Where it gets questionable for me is ethically, when you start asking if it's right to dangle large sums of money in front of people to encourage them to take dangerous amounts of drugs and push themselves into potential health crisis? I think most of us know that normally, athletes would limit drug usage to what they believe is relatively safe. (They're surrounded by others who have been doing the same and can make a judgement call based on what's actually worked and happened to that group.) Start changing things to huge cash prizes to win ONE event, and now people will get reckless. "I only need that $30 million this one year and I can quit the whole thing."

Comment Re:Workers need to establish solidarity (Score 1) 240

Historically, knowledge-workers had little interest in unionizing because they knew they possessed the ability to learn and adapt. Sure, they had useful skills and knowledge. But much of I.T. is about possessing the ability to learn new things quickly. Everything's in constant change or evolution. The software package you use today will get a new update in a matter of weeks and then it has new functions or features have been moved around to new locations in it. The programming language you use may even get deprecated, demanding you learn whatever replaces it. The hardware you troubleshoot and support changes on a regular schedule.

Unions primarily benefit people who want to retain fair compensation for doing the same specific tasks repeatedly. They want reassurance they won't be forced to do anything new that's outside the scope of what they were hired for. Such a thing requires a new job title/role and a contract specifying exactly what they agree to as part of it.

I.T. workers usually felt if they were getting a bad deal someplace, the best move was to quit and find a new job where pay/benefits and/or working conditions were better. There wasn't so much fear or concern if a place used different software or tools than what they used before. That didn't matter much as long as they could learn the differences between it and what they had previously.

I think that might be changing in recent years, though? Now, you probably have an edge if your resume shows you already worked at companies people are familiar with and impressed by. But otherwise, they mostly want newer/younger people who they can pay lower wages to and get the most out of. Most places are starting to treat anyone in I.T. as more of a necessary expense than an asset to the business, and fewer and fewer pay well for your decades of experience.

Comment I want to say, "Join the club!" ... (Score 1) 240

I know that's just me being a bit sarcastic or mean. I don't wish unemployment or a tough time on any of my "people" working in I.T. or with an interest in computers and technology.

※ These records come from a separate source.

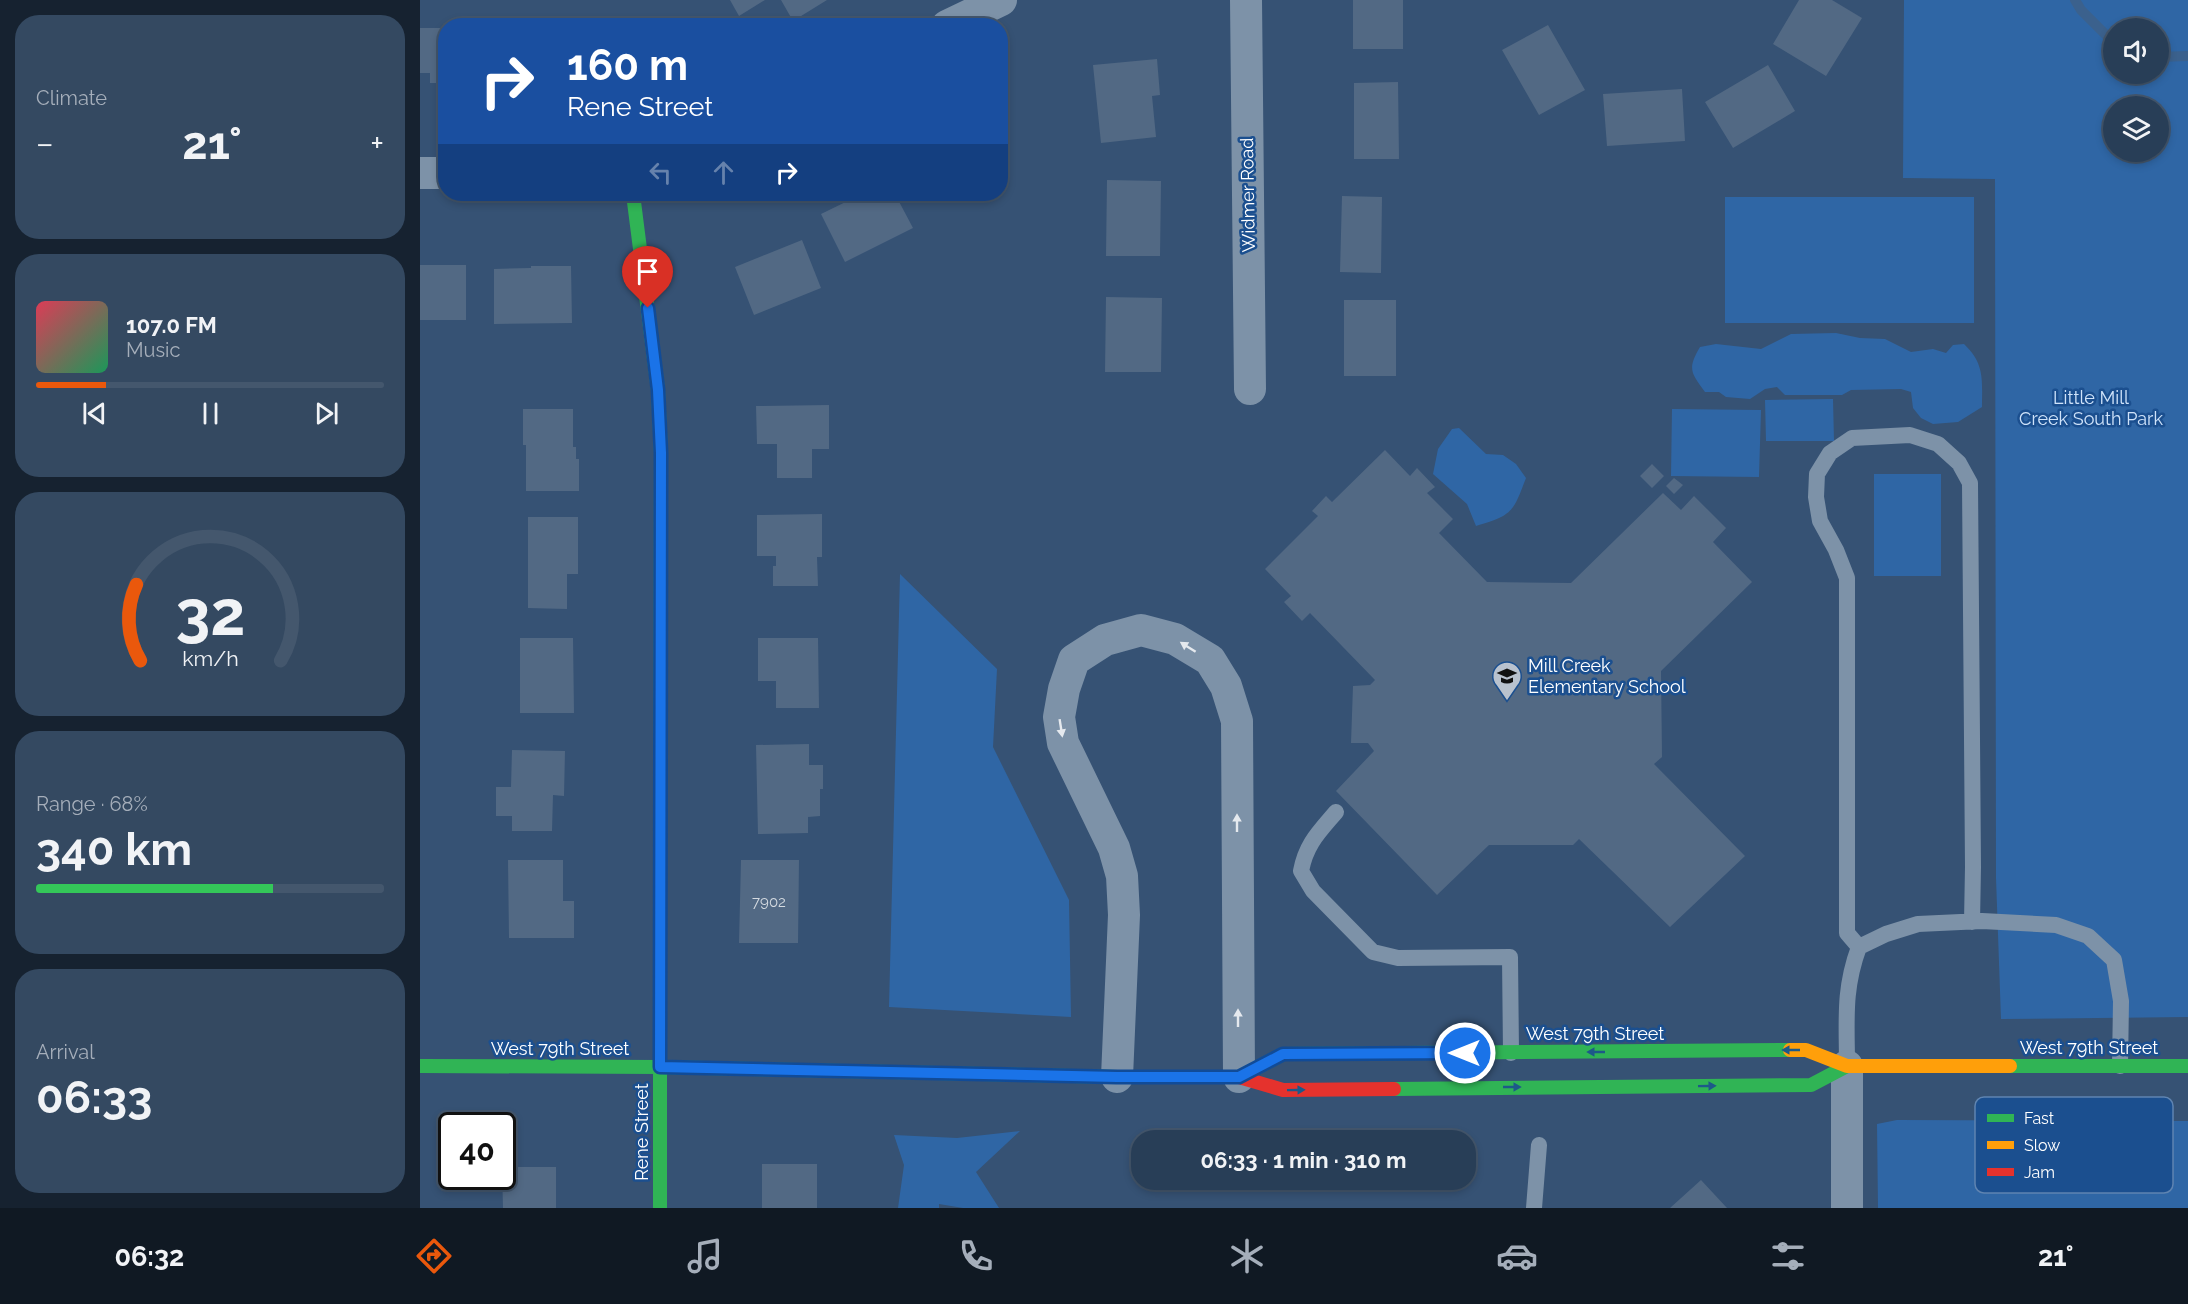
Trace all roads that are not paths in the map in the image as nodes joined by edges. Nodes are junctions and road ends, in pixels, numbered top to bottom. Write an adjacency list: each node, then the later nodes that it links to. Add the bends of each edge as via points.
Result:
1 (1001, 0): 3 (street)
2 (1246, 0): 7 (street, Widmer Road)
3 (964, 18)
4 (420, 173): 5 (street)
5 (438, 173)
6 (634, 201): 16 (street, Rene Street, via 658,390 661,453)
7 (1250, 389)
8 (1336, 812): 11 (lane, via 1309,844 1303,858 1301,871 1314,891 1373,952 1398,958 1510,957)
9 (1972, 922): 10 (lane, via 1918,924); 10 (lane, via 1970,483 1959,463 1938,444 1910,435 1852,438 1830,453 1817,474 1816,497 1820,521 1847,578 1847,933); 14 (lane, via 2056,925 2088,936 2114,960 2121,1001)
10 (1859, 947): 13 (lane, via 1846,993)
11 (1511, 1053): 13 (street, West 79th Street, one-way to 11, via 1806,1050); 18 (street, West 79th Street, via 1283,1054)
12 (420, 1066): 16 (street, West 79th Street)
13 (1846, 1066): 14 (street, West 79th Street); 18 (street, West 79th Street, one-way to 13, via 1284,1090 1764,1086 1811,1085); 22 (street)
14 (2120, 1066): 15 (street, West 79th Street)
15 (2188, 1066)
16 (660, 1067): 17 (street, West 79th Street); 20 (street, Rene Street)
17 (1117, 1077): 18 (street, West 79th Street); 18 (street, one-way to 17, via 1237,721 1226,686 1210,660 1175,639 1141,630 1105,640 1074,660 1059,717 1063,743 1114,848 1122,876)
18 (1239, 1077)
19 (1539, 1145): 21 (lane)
20 (660, 1208)
21 (1534, 1208)
22 (1848, 1208)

That's been my thing since I was a kid.

But ... I spent the majority of my career working for small businesses and even working for myself (on-site consulting and computer service). When I finally got hired on with "big tech", I lasted only a year before resigning, because I couldn't bear the constant changing demands, stress, foolishness and teams getting pushed around by middle managers in competition with each other.

I noticed a huge rift in "big tech" employment between the "chosen ones" and everyone else employed there. If you got into management in some capacity, or you were important enough in software development - you were compensated really well and made to feel like your job was fairly secure. The others doing such roles as deskside support or audio-visual support were in another world. They were just herded around by project managers who in turn would change direction on initiatives on a dime, when managers over them declared they had some new direction to go. For them, employment was a revolving door of hiring and firing (after tossing people on "performance improvement programs" to pretend they cared).

So when the big tech shakeup starts involving the middle managers and those all comfortable with lots of stock options and a high salary because they help code the site's web portals? It's hard to be THAT sympathetic. Time to learn how the rest of us in the career feel.